What you will do:
Reading the records below, count the lines in which the string "Schlachthausstraße" appears; write the number only.

Given entries:
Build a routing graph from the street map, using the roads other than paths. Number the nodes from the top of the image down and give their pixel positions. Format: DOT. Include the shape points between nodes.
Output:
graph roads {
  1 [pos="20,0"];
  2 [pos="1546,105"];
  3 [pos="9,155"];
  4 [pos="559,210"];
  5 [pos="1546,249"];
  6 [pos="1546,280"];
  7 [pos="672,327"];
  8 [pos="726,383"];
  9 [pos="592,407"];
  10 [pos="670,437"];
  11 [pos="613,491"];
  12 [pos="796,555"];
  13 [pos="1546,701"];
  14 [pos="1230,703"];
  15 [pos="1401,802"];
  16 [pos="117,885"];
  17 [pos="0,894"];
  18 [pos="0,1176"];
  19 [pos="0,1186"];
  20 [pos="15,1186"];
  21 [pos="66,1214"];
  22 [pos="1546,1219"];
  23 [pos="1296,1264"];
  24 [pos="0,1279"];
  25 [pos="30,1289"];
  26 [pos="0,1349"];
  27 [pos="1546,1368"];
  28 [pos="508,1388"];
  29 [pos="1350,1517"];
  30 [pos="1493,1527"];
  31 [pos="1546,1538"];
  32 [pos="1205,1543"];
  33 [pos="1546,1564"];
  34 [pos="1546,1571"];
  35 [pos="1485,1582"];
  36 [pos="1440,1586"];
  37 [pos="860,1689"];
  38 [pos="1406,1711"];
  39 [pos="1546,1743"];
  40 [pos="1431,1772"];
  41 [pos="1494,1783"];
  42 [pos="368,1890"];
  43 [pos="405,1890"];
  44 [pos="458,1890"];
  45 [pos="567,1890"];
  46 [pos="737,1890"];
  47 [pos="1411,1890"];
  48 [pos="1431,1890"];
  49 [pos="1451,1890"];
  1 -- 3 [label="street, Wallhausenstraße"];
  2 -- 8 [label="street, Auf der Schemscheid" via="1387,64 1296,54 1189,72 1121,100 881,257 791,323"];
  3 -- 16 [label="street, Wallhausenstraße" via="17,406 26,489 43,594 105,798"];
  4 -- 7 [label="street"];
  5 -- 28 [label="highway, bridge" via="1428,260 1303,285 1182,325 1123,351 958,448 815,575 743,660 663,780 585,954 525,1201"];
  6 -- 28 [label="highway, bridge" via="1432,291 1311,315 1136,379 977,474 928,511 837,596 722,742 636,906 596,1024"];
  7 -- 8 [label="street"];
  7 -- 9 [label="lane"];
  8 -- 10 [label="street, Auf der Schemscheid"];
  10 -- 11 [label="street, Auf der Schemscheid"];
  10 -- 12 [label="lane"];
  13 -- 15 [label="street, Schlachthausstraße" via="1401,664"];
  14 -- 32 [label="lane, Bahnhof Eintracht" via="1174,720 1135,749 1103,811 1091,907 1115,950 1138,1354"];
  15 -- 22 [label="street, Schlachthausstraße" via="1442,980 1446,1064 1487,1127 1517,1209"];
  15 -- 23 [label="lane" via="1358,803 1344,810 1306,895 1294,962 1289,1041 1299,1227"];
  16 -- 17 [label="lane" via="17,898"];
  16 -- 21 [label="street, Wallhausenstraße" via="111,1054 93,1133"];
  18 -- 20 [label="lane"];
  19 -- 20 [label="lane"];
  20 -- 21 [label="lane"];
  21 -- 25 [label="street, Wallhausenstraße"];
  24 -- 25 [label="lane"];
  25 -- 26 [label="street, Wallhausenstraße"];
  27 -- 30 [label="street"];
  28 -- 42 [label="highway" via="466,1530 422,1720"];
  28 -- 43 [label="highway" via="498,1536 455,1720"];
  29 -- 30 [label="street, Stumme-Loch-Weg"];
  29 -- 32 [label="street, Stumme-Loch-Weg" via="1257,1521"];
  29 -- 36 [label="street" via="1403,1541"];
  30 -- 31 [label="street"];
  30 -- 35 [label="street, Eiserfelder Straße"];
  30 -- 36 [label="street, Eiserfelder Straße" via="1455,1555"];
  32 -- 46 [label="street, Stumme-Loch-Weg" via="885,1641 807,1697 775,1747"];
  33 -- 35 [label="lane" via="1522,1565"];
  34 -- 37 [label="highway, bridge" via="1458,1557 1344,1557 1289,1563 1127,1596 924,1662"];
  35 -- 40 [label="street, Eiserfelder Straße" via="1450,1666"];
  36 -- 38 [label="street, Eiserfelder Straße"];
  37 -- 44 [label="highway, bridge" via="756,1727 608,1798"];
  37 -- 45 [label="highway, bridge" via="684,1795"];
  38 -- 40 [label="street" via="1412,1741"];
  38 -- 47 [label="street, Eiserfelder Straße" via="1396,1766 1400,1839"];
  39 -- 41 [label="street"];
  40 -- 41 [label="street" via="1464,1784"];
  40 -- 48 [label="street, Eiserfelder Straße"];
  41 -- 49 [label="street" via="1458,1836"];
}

The answer:
2